*** Opening Supplied records ***
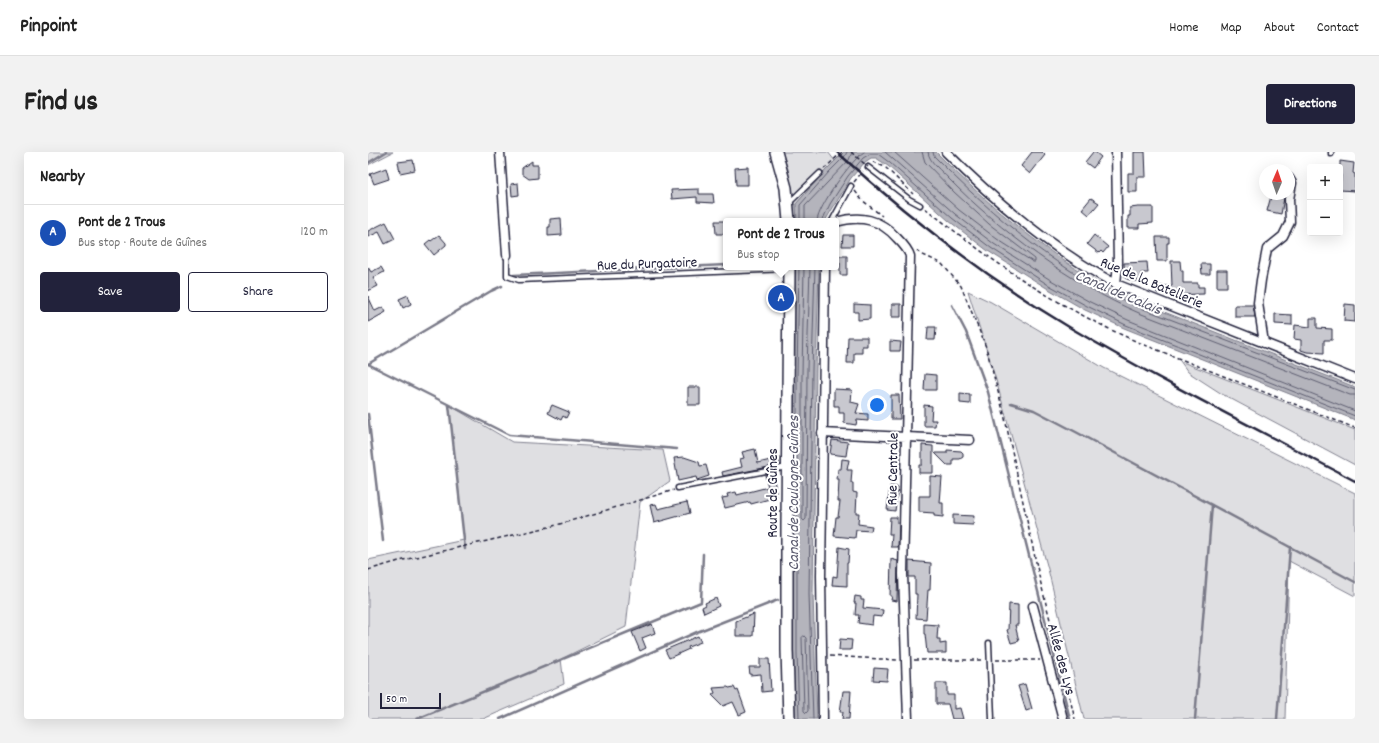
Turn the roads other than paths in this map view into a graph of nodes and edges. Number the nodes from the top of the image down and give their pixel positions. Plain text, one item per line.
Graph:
1 (500, 152) edge
2 (776, 152) edge
3 (946, 152) edge
4 (1116, 152) edge
5 (868, 167) road end
6 (820, 173) road end
7 (851, 186) road end
8 (1287, 200) edge
9 (788, 204) junction
10 (920, 205) road end
11 (789, 218) edge
12 (834, 218) edge
13 (839, 221) edge
14 (507, 255) joint
15 (744, 270) edge
16 (789, 270) edge
17 (825, 270) edge
18 (1116, 284) junction
19 (1264, 343) junction
20 (1355, 379) edge
21 (822, 433) junction
22 (906, 437) junction
23 (970, 440) dead end
24 (787, 466) junction
25 (678, 488) road end
26 (1033, 606) dead end
27 (989, 642) dead end
28 (789, 719) edge
29 (823, 719) edge
30 (908, 719) edge
31 (992, 719) edge
32 (1063, 719) edge

1 - 14 street
2 - 9 main road
3 - 18 street, Rue de la Batellerie
4 - 18 street
5 - 10 lane
6 - 9 lane
7 - 12 lane
8 - 19 street
9 - 11 main road
13 - 22 street, Rue Centrale
14 - 15 lane, Rue du Purgatoire
16 - 24 main road, Route de Guînes
17 - 21 street
18 - 19 street, Rue de la Batellerie
19 - 20 street, Rue de la Batellerie
21 - 22 street
21 - 29 street
22 - 23 street
22 - 30 street, Rue Centrale
24 - 25 lane
24 - 28 main road, Route de Guînes
26 - 32 street, Allée des Lys
27 - 31 lane

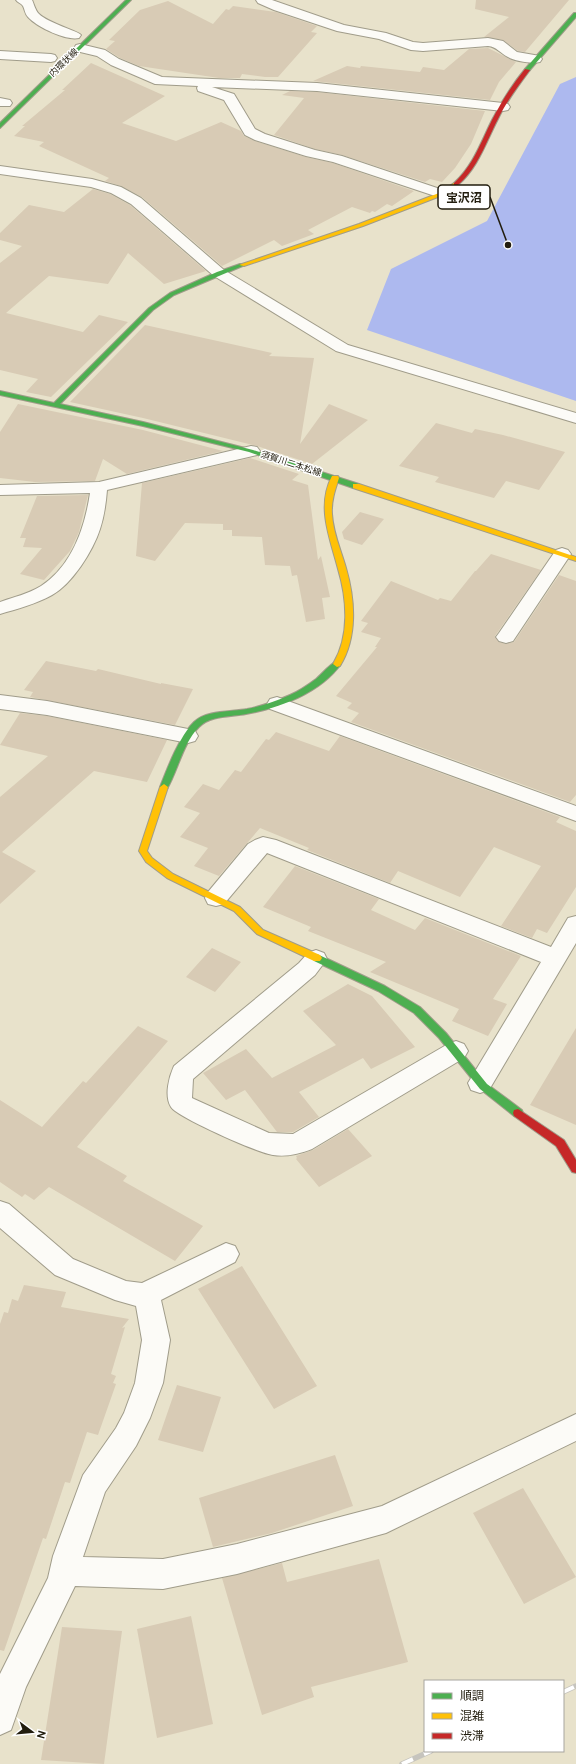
*** Closing Supplied records ***
The answer is every line of the data, exactly as written, with the pictures dropped.

Exercise output:
Turn the roads other than paths in this map view into a graph of nodes and edges. Number the nodes from the top of the image down and give their pixel positions. Plain text, one item per line.
Graph:
1 (500, 152) edge
2 (776, 152) edge
3 (946, 152) edge
4 (1116, 152) edge
5 (868, 167) road end
6 (820, 173) road end
7 (851, 186) road end
8 (1287, 200) edge
9 (788, 204) junction
10 (920, 205) road end
11 (789, 218) edge
12 (834, 218) edge
13 (839, 221) edge
14 (507, 255) joint
15 (744, 270) edge
16 (789, 270) edge
17 (825, 270) edge
18 (1116, 284) junction
19 (1264, 343) junction
20 (1355, 379) edge
21 (822, 433) junction
22 (906, 437) junction
23 (970, 440) dead end
24 (787, 466) junction
25 (678, 488) road end
26 (1033, 606) dead end
27 (989, 642) dead end
28 (789, 719) edge
29 (823, 719) edge
30 (908, 719) edge
31 (992, 719) edge
32 (1063, 719) edge

1 - 14 street
2 - 9 main road
3 - 18 street, Rue de la Batellerie
4 - 18 street
5 - 10 lane
6 - 9 lane
7 - 12 lane
8 - 19 street
9 - 11 main road
13 - 22 street, Rue Centrale
14 - 15 lane, Rue du Purgatoire
16 - 24 main road, Route de Guînes
17 - 21 street
18 - 19 street, Rue de la Batellerie
19 - 20 street, Rue de la Batellerie
21 - 22 street
21 - 29 street
22 - 23 street
22 - 30 street, Rue Centrale
24 - 25 lane
24 - 28 main road, Route de Guînes
26 - 32 street, Allée des Lys
27 - 31 lane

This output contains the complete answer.